Definitely better safe than sorry, especially since a bunch of agility events are in public parks where who knows what is on the ground ...


----------



## kerribear's golden kids (May 17, 2007)

Rebecca, I can recommend a basic puppy class for Daisy at your local PetSmart or PetCo. They have them for the pups until they are 6 months of age, and alot of what is taught in puppy is taught in the basic classes as well. Same stuff just age difference. These types of classes will give you 2 a bonding exp.
If I lived closer I'd recommend myself to you! As I too am a trainer!

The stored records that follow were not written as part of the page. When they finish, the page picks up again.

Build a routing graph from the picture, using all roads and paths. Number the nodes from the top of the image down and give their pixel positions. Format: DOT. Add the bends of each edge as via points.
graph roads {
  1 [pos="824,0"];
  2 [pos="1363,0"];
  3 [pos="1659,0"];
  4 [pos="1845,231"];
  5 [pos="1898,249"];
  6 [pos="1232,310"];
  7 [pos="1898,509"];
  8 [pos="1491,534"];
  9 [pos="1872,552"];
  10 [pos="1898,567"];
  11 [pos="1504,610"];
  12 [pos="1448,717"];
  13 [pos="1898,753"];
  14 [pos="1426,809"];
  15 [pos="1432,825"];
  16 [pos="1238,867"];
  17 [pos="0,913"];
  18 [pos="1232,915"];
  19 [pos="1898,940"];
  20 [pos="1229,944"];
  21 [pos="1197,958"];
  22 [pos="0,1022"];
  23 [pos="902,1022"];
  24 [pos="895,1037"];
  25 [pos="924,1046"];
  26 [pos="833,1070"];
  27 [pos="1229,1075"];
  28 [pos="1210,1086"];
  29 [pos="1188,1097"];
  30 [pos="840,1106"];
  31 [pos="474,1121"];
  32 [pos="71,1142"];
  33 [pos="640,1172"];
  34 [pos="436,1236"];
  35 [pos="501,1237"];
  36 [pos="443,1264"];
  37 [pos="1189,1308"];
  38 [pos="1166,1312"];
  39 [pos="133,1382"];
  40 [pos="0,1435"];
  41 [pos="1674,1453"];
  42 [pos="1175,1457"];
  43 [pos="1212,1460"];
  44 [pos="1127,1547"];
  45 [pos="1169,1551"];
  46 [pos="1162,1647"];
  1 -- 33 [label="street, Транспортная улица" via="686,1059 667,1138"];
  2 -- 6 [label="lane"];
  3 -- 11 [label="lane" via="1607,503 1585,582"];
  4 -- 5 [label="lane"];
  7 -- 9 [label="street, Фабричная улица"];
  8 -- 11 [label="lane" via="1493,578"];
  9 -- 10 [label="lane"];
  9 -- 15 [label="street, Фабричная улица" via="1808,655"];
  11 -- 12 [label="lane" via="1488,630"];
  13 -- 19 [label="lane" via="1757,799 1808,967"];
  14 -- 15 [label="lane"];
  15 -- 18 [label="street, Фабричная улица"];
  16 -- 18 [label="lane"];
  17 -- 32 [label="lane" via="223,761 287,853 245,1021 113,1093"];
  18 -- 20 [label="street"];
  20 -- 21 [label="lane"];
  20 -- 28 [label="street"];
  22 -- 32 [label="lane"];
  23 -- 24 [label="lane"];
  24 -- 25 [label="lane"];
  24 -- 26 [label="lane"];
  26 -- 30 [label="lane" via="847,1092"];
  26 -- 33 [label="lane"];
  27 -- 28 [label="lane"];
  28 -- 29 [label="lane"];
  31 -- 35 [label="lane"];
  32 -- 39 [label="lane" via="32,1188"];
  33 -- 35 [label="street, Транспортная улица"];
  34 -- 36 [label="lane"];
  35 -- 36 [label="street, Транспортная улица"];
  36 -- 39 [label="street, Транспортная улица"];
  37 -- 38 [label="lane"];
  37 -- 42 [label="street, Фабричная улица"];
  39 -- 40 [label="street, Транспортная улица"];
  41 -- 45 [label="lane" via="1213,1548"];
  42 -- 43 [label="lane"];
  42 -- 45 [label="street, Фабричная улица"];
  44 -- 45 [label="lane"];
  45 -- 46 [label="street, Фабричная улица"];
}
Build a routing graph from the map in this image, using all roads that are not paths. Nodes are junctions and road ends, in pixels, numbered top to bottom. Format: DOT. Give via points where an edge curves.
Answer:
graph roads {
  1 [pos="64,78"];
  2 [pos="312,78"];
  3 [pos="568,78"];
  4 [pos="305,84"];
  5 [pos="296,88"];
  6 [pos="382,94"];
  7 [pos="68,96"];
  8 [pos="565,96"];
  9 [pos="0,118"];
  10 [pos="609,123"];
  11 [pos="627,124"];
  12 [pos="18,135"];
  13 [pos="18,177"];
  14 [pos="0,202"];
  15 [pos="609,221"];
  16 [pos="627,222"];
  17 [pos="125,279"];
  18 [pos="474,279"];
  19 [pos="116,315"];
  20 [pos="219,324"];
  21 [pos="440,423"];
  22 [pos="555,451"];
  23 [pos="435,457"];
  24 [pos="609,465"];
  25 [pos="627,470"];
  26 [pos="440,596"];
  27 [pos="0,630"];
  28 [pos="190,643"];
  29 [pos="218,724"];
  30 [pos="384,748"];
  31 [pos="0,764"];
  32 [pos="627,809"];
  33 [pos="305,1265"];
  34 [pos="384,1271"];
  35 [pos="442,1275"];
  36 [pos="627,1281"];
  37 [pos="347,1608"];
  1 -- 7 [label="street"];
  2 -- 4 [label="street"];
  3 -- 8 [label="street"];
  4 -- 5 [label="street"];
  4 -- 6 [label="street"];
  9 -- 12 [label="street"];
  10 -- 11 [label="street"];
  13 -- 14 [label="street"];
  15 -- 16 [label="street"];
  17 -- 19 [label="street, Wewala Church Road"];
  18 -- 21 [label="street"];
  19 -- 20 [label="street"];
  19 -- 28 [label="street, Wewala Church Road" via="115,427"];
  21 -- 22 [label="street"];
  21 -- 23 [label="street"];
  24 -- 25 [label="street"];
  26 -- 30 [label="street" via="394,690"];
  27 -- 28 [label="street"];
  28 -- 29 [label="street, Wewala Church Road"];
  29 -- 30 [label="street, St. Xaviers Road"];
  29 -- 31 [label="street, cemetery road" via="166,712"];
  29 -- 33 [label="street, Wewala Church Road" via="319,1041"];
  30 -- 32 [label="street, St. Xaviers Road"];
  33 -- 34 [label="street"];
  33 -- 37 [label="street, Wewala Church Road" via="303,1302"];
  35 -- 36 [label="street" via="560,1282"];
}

As for agility or a AKC shows, there is 1 coming up in Jan in Buckeye. Dates are Jan 12th & 13th at the Empty Acres Equine Resort. If you'd like more info you can PM me.
I am entering 2 dogs in this show and would love to meet you and show you around the show.
Let's chat sometime about this ok!
Kerri


----------



## Zookeepermama (Nov 12, 2007)

kerribear's golden kids said:


> Rebecca, I can recommend a basic puppy class for Daisy at your local PetSmart or PetCo. They have them for the pups until they are 6 months of age, and alot of what is taught in puppy is taught in the basic classes as well. Same stuff just age difference. These types of classes will give you 2 a bonding exp.
> If I lived closer I'd recommend myself to you! As I too am a trainer!
> 
> As for agility or a AKC shows, there is 1 coming up in Jan in Buckeye. Dates are Jan 12th & 13th at the Empty Acres Equine Resort. If you'd like more info you can PM me.
> ...


Ahh Empty Acres! I know the place well as I am an equine enthusiast as well! Id love to get together, but I have a short term memory especially at this time of year. When the show gets closer will you send me a pm to remind me?


----------



## laffi (Jan 26, 2008)

katieanddusty said:


> There are a lot of videos on Dog Agility Video Service | For the serious agility competitor!
> 
> There isn't really much in AZ, but you can try searching for clubs here: Clean Run Productions LLC: Search for Agility Clubs and Schools


Wow, that's a great website ! But how do I find goldens' videos on it though? So far I only managed to find one: Lucy :doh:


----------



## hawtee (Nov 1, 2006)

Go to youtube.com and type in reddogsrunning and you will see my Lilli and her Aunt Gabby..just to give you another look


----------



## MaddieMagoo (Aug 14, 2007)

You Tube is a nice site to go for, for watching agility. That's where I mostly look.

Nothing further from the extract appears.